Genuine redundancy: reasonableness of redeployment to overseas positionOct 2013 |
Roy v SNC-Lavalin Australia Pty Ltd  FWC 7309
In a decision handed down on 30 September 2013, the Fair Work Commission (FWC) confirmed that, in considering whether a person's dismissal is a genuine redundancy, FWC generally does not consider it reasonable for an employer to redeploy an otherwise redundant employee to an overseas location.
Mr Brian Roy (Mr Roy) had worked for SNC-Lavalin Australia Pty Ltd (SNC) in the position of Senior Designer - Mechanical since February 2011. In March 2013, his position was made redundant.
Mr Roy filed an application for unfair dismissal remedy, arguing that his dismissal was not a case of genuine redundancy.
Section 389(2) of the Fair Work Act 2009 provides that a person's dismissal was not a case of genuine redundancy if it would have been reasonable in all the circumstances for the person to be redeployed within:
a. the employer's enterprise; or
b. the enterprise of an associated entity of the employer.
Mr Roy argued that there were numerous positions for which he was qualified within SNC's associated international entities, and that SNC ought to have redeployed him to one of those international positions.
The FWC found that the dismissal was a case of genuine redundancy and dismissed the application for unfair dismissal remedy. In finding that the dismissal was a case of genuine redundancy, the FWC gave weight to the following considerations:
An employer cannot be expected to redeploy an otherwise redundant employee to a more junior position at the expense of its incumbent. If the relevant position is not vacant, then it is not a position to which an otherwise redundant employee could reasonably be redeployed;
If there are no vacant positions available locally, then it would be appropriate for an employer to explore options for redeployment outside the local area. However, where an interstate redeployment is under consideration, the financial burden of funding relocation expenses would inform the reasonableness of the redeployment; and
- Generally, it will not be reasonable for an employer to redeploy an otherwise redundant employee to an overseas location. This is particularly so where there is no overriding central managerial control over a corporate group's human resource functions, and the employer does not have a facility to redeploy redundant employees to international locations.
The FWC applies an objective test in deciding whether it would have been reasonable in all the circumstances to redeploy an otherwise redundant employee. An individual employee's subjective expectations regarding redeployment within a corporate group will bear little, if any, weight in the FWC's considerations.
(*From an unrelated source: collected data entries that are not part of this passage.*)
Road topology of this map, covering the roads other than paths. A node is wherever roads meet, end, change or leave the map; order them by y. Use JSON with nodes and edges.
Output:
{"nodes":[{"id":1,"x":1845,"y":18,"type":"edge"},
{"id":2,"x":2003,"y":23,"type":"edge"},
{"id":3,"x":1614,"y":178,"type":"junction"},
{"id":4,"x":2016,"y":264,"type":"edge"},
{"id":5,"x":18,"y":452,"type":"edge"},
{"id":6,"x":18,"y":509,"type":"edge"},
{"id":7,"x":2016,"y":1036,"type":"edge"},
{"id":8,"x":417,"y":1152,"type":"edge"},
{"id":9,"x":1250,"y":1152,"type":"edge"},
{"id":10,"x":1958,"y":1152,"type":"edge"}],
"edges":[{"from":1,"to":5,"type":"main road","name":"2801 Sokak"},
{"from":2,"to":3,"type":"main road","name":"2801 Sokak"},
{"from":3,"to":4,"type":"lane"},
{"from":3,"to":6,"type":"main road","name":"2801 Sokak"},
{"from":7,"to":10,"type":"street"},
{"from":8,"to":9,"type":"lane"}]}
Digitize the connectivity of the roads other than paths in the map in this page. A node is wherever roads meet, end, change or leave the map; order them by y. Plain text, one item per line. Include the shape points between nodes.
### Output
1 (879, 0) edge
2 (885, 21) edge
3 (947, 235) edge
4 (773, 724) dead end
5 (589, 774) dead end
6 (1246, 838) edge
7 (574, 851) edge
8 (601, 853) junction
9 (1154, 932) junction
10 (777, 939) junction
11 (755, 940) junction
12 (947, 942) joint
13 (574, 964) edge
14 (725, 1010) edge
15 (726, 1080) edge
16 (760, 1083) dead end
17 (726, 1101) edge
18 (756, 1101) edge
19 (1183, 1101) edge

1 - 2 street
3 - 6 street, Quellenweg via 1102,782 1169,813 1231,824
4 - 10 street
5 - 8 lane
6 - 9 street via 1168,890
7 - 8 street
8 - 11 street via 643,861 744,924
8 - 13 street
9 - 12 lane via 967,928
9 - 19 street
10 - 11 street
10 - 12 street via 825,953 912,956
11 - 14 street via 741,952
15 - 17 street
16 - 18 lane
Factors which will generally be considered by the FWC include:
1. Does the alternate position offer like terms and conditions?
2. Will service entitlements be preserved?
3. What is the distance between the alternate position and the employee's home?
4. What impact will the alternate position have on the employee's family responsibilities?
When considering redundancies, employers must also ensure that they comply with any consultation requirements imposed by a Modern Award or enterprise agreement.